Consolidated Results of Operations for the Six-Month Period Ended June 30, 2006
    Revenue of $701.0 million, including Memorex revenue of $65.2 million, in the six months ended June 30, 2006 was up 13.7 percent over the same period last year.
 
    Gross profit margin of 23.3 percent for the six-month period ended June 30, 2006 is compared with gross profit margin of 25.6 percent for the comparable period last year.
 
    Diluted earnings per share from continuing operations was $0.92 for the six-month period ended June 30, 2006 compared to $1.36 for the same period last year. Diluted earnings per share in the first half of 2006 included $0.19 and $0.07 per share penalties from restructuring and stock-based compensation, respectively, and a $0.03 per share benefit from a lower tax rate.

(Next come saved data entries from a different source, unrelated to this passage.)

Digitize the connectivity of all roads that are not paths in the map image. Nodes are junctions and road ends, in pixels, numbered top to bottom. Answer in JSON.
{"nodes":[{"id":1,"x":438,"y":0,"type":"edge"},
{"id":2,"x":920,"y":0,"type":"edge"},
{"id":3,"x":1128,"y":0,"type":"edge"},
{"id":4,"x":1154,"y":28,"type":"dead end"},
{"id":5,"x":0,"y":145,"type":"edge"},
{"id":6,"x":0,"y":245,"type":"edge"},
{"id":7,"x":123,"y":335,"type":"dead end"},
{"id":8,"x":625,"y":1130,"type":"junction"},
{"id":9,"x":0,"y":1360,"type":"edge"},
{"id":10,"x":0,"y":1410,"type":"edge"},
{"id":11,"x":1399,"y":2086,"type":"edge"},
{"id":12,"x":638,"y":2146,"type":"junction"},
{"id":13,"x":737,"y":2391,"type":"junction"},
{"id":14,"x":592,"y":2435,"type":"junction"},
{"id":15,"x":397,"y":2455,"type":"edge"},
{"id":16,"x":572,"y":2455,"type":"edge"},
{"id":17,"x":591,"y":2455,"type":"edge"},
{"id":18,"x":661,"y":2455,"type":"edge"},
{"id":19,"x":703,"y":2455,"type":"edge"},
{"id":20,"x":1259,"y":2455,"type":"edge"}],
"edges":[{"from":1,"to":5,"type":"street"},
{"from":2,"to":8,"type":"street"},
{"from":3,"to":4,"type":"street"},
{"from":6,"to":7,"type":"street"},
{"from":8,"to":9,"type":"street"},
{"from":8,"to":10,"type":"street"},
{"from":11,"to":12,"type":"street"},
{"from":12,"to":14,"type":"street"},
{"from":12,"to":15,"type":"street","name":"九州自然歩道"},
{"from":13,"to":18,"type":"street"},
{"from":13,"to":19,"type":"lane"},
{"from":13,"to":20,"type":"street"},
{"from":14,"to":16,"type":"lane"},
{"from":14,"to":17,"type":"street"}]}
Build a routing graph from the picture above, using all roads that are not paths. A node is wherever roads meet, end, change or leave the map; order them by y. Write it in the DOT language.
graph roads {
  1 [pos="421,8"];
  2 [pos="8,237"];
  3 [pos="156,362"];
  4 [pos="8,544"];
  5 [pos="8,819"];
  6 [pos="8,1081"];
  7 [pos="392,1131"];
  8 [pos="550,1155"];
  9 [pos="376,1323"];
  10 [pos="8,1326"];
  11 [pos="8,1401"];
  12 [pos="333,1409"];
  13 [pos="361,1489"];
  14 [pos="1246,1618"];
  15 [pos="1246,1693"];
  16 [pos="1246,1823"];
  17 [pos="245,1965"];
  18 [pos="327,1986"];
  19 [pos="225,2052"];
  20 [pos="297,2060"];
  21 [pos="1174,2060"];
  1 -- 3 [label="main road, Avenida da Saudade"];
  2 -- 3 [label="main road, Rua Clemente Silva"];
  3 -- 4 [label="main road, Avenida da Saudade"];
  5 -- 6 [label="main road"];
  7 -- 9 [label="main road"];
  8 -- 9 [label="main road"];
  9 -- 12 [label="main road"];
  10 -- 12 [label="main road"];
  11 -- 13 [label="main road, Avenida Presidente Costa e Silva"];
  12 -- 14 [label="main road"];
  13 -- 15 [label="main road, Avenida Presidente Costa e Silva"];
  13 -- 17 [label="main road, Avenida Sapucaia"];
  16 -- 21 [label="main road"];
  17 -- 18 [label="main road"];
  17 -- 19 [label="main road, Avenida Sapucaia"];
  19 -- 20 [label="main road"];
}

Cash Flow/Financial Condition for the Six-Month Period Ended June 30, 2006
    Cash flow from operations totaled $53.3 million in the first six months of 2006.
 
    Total cash and cash equivalents were $223.8 million as of June 30, 2006, compared with $483.0 million at year-end 2005. The reduction of $259.2 million is mainly due to the Memorex acquisition, partially offset by cash flows from operations of $53.3 million.
 
    We repurchased 608,400 shares during the first six months of 2006 for $25.4 million.
 
    The Board of Directors declared quarterly dividends of $0.12 per share in February 2006 and $0.14 per share in May 2006.
Financial Accounting Standards Board Statement No. 123(R), Share-Based Payment Adoption
     Prior to our January 1, 2006 adoption of the Financial Accounting Standards Board (FASB) Statement No. 123(R), Share-Based Payment (SFAS 123R), we accounted for stock-based compensation using the intrinsic value method prescribed in Accounting Principles Board (APB) Opinion No. 25, Accounting for Stock Issued to Employees, and related interpretations. Accordingly, no compensation expense was recognized for time-based stock options granted prior to January 1, 2006, as options granted had no intrinsic value at the time of grant. Compensation expense has been recorded for restricted stock issued under our stock plans. As required by FASB Statement No. 123, Accounting for Stock-Based Compensation (SFAS 123), we included pro forma disclosure in the Notes to Consolidated Financial Statements.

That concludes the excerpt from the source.